QW2001 Paper 8W1

Dr. James Helm
(Univ. of Houston Clear Lake)

Web-Based Application Quality Assurance Testing

Key Points

Presentation Abstract

Web-Based application quality assurance testing can be defined as a planned and systematic pattern of actions necessary to instill confidence that the website client and server products conform to an established set of measurements. Web-based testing is a repetitive process of identifying defects, where a defect is any variance between actual and expected results. A flaw in either the client or server application software can cause a defect. The website is essentially client/server applications - with web servers and browser clients. Web testing must be given to interactions between browser pages, TCP/IP communications, Internet connections, firewalls, applications that run in web pages (such as applets, Javascript, plug-in applications), and applications that run on the server side (such as CGI scripts, database interfaces, logging applications, dynamic page generators, asp, etc.). In addition there are a wide variety of servers and browsers, various versions of each, with differences between them, variations in connection speeds, rapidly changing technologies, and multiple standards and protocols.

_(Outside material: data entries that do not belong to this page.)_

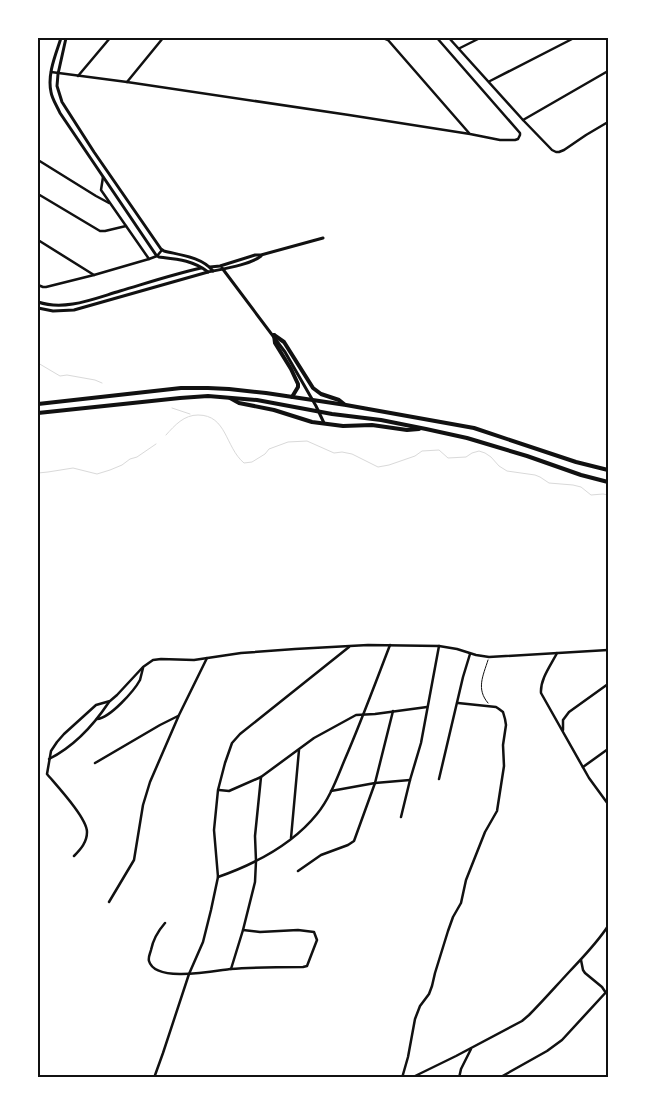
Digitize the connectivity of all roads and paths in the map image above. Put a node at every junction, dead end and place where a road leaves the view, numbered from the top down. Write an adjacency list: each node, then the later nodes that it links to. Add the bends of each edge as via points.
1 (61, 38): 12 (street)
2 (66, 38): 13 (street)
3 (110, 38): 14 (street)
4 (164, 38): 16 (street)
5 (383, 38): 21 (street)
6 (437, 38): 21 (street, via 520,136 515,140 500,140)
7 (449, 38): 10 (street)
8 (480, 38): 10 (street)
9 (574, 38): 15 (street)
10 (460, 48): 15 (street)
11 (608, 71): 19 (street)
12 (51, 72): 13 (street); 18 (street, via 51,92)
13 (58, 74): 14 (street); 17 (street, via 59,94)
14 (78, 76): 16 (street)
15 (490, 81): 19 (street)
16 (127, 82): 21 (street)
17 (67, 110): 18 (street); 29 (street)
18 (60, 113): 23 (street)
19 (523, 120): 20 (street, via 556,152)
20 (608, 122)
21 (470, 134)
22 (38, 160): 25 (street)
23 (103, 177): 25 (street, via 101,190); 30 (street)
24 (38, 194): 26 (street, via 100,231)
25 (110, 203): 26 (street)
26 (126, 226): 31 (street)
27 (323, 238): 34 (street)
28 (38, 240): 37 (street)
29 (162, 250): 30 (street); 32 (street)
30 (157, 256): 31 (street); 33 (street, via 180,259)
31 (148, 259): 37 (street)
32 (210, 266): 33 (street); 34 (street); 35 (street)
33 (203, 268): 36 (street); 39 (street, via 85,302 51,305)
34 (222, 268): 35 (street); 41 (street)
35 (213, 271): 36 (street)
36 (208, 272): 40 (street, via 74,310)
37 (94, 275): 38 (street, via 46,287)
38 (38, 285)
39 (38, 302)
40 (38, 308)
41 (274, 335): 43 (highway, via 275,343 297,380 298,387); 45 (highway, via 284,342 313,388); 47 (street)
42 (228, 397): 46 (highway, via 171,398); 47 (highway, via 239,403); 48 (highway)
43 (292, 397): 44 (highway, via 229,389 181,388); 45 (highway)
44 (38, 404)
45 (346, 406): 49 (highway, via 474,428)
46 (38, 413)
47 (324, 423): 48 (highway, via 407,430)
48 (426, 428): 50 (highway, via 491,444)
49 (608, 470)
50 (608, 482)
51 (390, 645): 52 (street); 53 (street); 66 (street)
52 (350, 646): 58 (street); 79 (street, via 240,734 232,743)
53 (440, 646): 56 (street); 64 (street)
54 (608, 650): 55 (street)
55 (557, 653): 57 (street); 69 (street, via 544,678 541,693)
56 (470, 654): 57 (street); 62 (street)
57 (489, 657): 63 (path, via 481,685 482,693)
58 (207, 658): 59 (street, via 153,660); 67 (street)
59 (143, 667): 61 (street); 68 (street, via 134,689 107,717)
60 (608, 684): 69 (street, via 569,712 563,720)
61 (110, 701): 68 (street); 72 (street, via 96,705 71,727 57,742)
62 (458, 703): 63 (street); 76 (street)
63 (491, 706): 98 (street, via 500,708 506,719 504,766 496,811 466,880 429,994 415,1019)
64 (427, 707): 65 (street); 77 (street, via 422,743)
65 (393, 711): 66 (street); 78 (street)
66 (364, 714): 71 (street, via 329,729); 80 (street)
67 (179, 715): 73 (street); 88 (street, via 146,793 134,860)
68 (97, 720): 72 (street, via 69,747)
69 (563, 732): 74 (street)
70 (608, 749): 74 (street)
71 (299, 750): 75 (street); 83 (street)
72 (49, 759): 84 (street, via 47,774 86,826 84,844)
73 (95, 763)
74 (583, 767): 81 (street)
75 (261, 777): 79 (street, via 229,791); 85 (street)
76 (439, 779)
77 (410, 780): 78 (street); 82 (street)
78 (374, 783): 80 (street); 86 (street, via 354,841 321,855)
79 (218, 790): 87 (street, via 214,830)
80 (331, 791): 83 (street, via 317,815)
81 (608, 804)
82 (401, 817)
83 (291, 839): 85 (street)
84 (74, 856)
85 (256, 861): 87 (street); 91 (street, via 255,882)
86 (298, 871)
87 (218, 877): 94 (street, via 203,942)
88 (109, 902)
89 (165, 923): 94 (street, via 152,944 151,965 157,970)
90 (608, 926): 92 (street)
91 (243, 930): 93 (street); 93 (street, via 314,932 317,940 307,966)
92 (581, 960): 95 (street, via 585,973); 96 (street, via 522,1021)
93 (231, 969): 94 (street)
94 (189, 974): 97 (street)
95 (608, 991): 101 (street, via 562,1040)
96 (471, 1047): 99 (street); 100 (street)
97 (154, 1078)
98 (402, 1078)
99 (411, 1078)
100 (459, 1078)
101 (499, 1078)

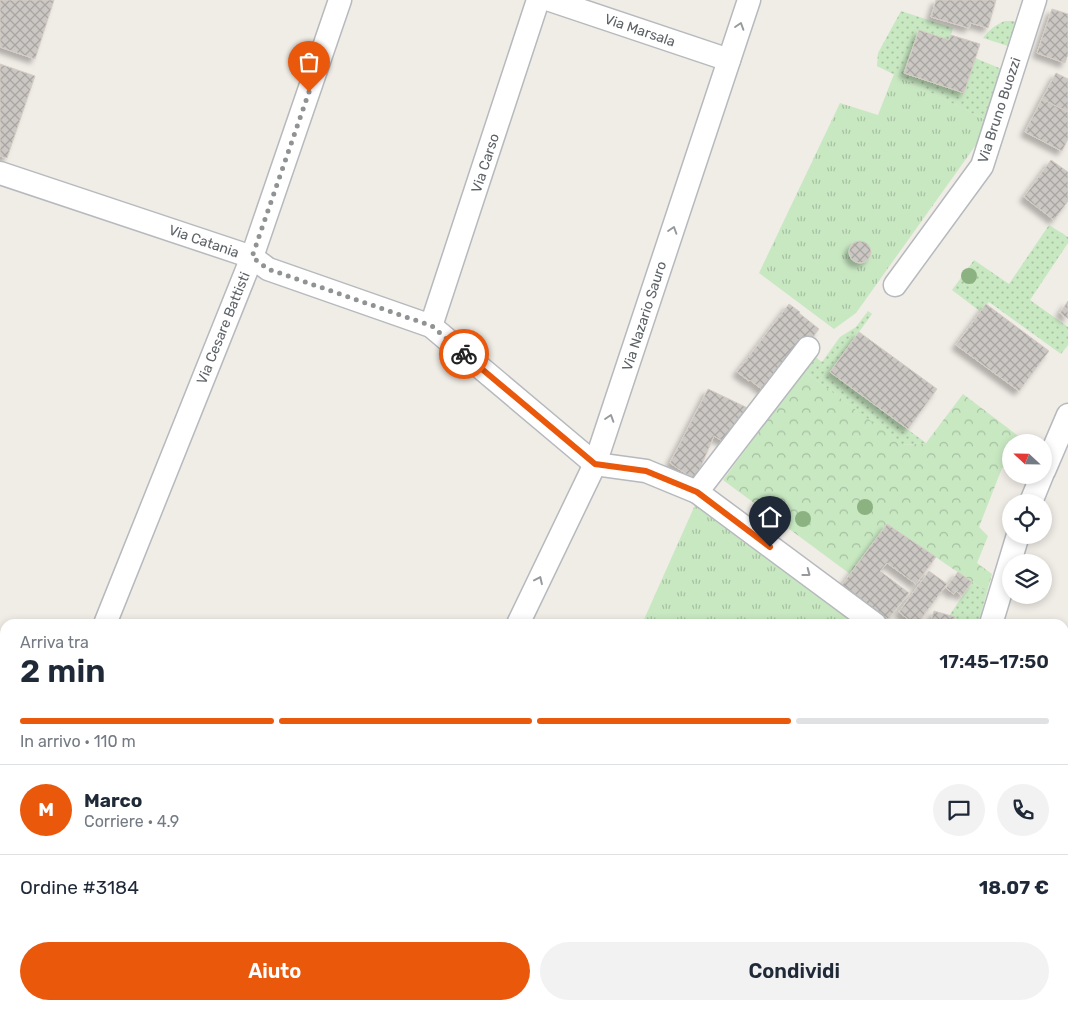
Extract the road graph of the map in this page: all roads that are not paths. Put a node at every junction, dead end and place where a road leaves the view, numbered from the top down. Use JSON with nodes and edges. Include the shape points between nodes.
{"nodes":[{"id":1,"x":340,"y":0,"type":"edge"},
{"id":2,"x":538,"y":0,"type":"edge"},
{"id":3,"x":550,"y":0,"type":"edge"},
{"id":4,"x":749,"y":0,"type":"edge"},
{"id":5,"x":1036,"y":0,"type":"edge"},
{"id":6,"x":729,"y":60,"type":"junction"},
{"id":7,"x":0,"y":173,"type":"edge"},
{"id":8,"x":252,"y":257,"type":"junction"},
{"id":9,"x":895,"y":285,"type":"dead end"},
{"id":10,"x":432,"y":326,"type":"junction"},
{"id":11,"x":808,"y":348,"type":"dead end"},
{"id":12,"x":1068,"y":415,"type":"edge"},
{"id":13,"x":1052,"y":452,"type":"edge"},
{"id":14,"x":595,"y":464,"type":"junction"},
{"id":15,"x":697,"y":492,"type":"junction"},
{"id":16,"x":1015,"y":544,"type":"edge"},
{"id":17,"x":107,"y":619,"type":"edge"},
{"id":18,"x":520,"y":619,"type":"edge"},
{"id":19,"x":868,"y":619,"type":"edge"},
{"id":20,"x":993,"y":619,"type":"edge"}],
"edges":[{"from":1,"to":8,"type":"street","name":"Via Cesare Battisti"},
{"from":2,"to":10,"type":"street","name":"Via Carso"},
{"from":3,"to":6,"type":"street","name":"Via Marsala"},
{"from":6,"to":4,"type":"street","name":"Via Nazario Sauro","one_way":true},
{"from":5,"to":9,"type":"street","name":"Via Bruno Buozzi","via":[[982,166]]},
{"from":14,"to":6,"type":"street","name":"Via Nazario Sauro","one_way":true},
{"from":7,"to":8,"type":"street","name":"Via Catania"},
{"from":8,"to":10,"type":"street","name":"Via Catania","via":[[268,269]]},
{"from":8,"to":17,"type":"street","name":"Via Cesare Battisti"},
{"from":10,"to":14,"type":"street","name":"Via Catania"},
{"from":11,"to":15,"type":"street"},
{"from":12,"to":13,"type":"street"},
{"from":14,"to":15,"type":"street","via":[[646,471]]},
{"from":18,"to":14,"type":"street","name":"Via Nazario Sauro","one_way":true},
{"from":15,"to":19,"type":"street","one_way":true},
{"from":16,"to":20,"type":"street"}]}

Web site testing will become a major ongoing quality assurance function where web-testing tools will ensure a repetitive and repeatable testing process. This paper looked at six web-based testing tools. The tools were evaluated based on: timelines, structural quality, content accuracy and consistency, response time and latency, and performance. Timeline evaluate how often and rapidly a website has changed since the last upgrade. Structural quality measures how well all parts of the website link together. The links and images inside and outside the site must exist and be on line. Content of the critical pages must match what the uses require to be displayed. Key phrase must continue to exist in dynamically changeable pages and critical pages must maintain the same quality from version to version. Accuracy and consistency means that web pages downloaded from one time to the next are still accurate and consist with previous versions. Response time and latency measures the website server response to a browser request within a tolerable performance parameter. It should also test pages of the site that are so slow that a user will discontinue using the site. Performance measures the cycle of browser to web, web to website, website back to web, web back to browser. It also measures the web load based on usage, number of users, and critical times. The six web-based testing tools used to evaluated these quality assurance criteria were: Rational Siteload, Doctor HTML, Dr. Watson, NetMechanic HTML ToolBox, Web Performance Trainer 2.0, and WebART .

About the Author

James C. Helm received the BS in Mathematics and Physics from Missouri Valley College, the MS in Mathematics from the University of Missouri at Rolla, and the Ph.D. degree in Industrial Engineering, Operations Research from Texas A&M University. He is presently the Chair of Systems Engineering and associate Professor of Software Engineering in the School of Natural and Applied Sciences at the University of Houston Clear Lake. He has had thirty years of industrial experience as: Senior Principal Engineer with the Boeing Co. at NASA/JSC Sunny Carter Test Facility supporting the International Space Station; a Senior Computer Scientist with SAIC; Principal investigator of Ada Research and Development (R&D) with Ford Aerospace and Communications; HAL/S Project and Contract Manager for HAL/S Compiler for the Space Shuttle at Intermetrics; and with IBM FSD supported NASA on GEMINI and APOLLO missions. He was an instructor in Mathematics at the University of Missouri Rolla, and has taught Industrial Engineering and Computer Science courses at Texas A&M, was an adjunct faculty at UHCL for twenty-five years. His areas of interest are Systems & Software Engineering, operations research, computer science, and simulation and modeling.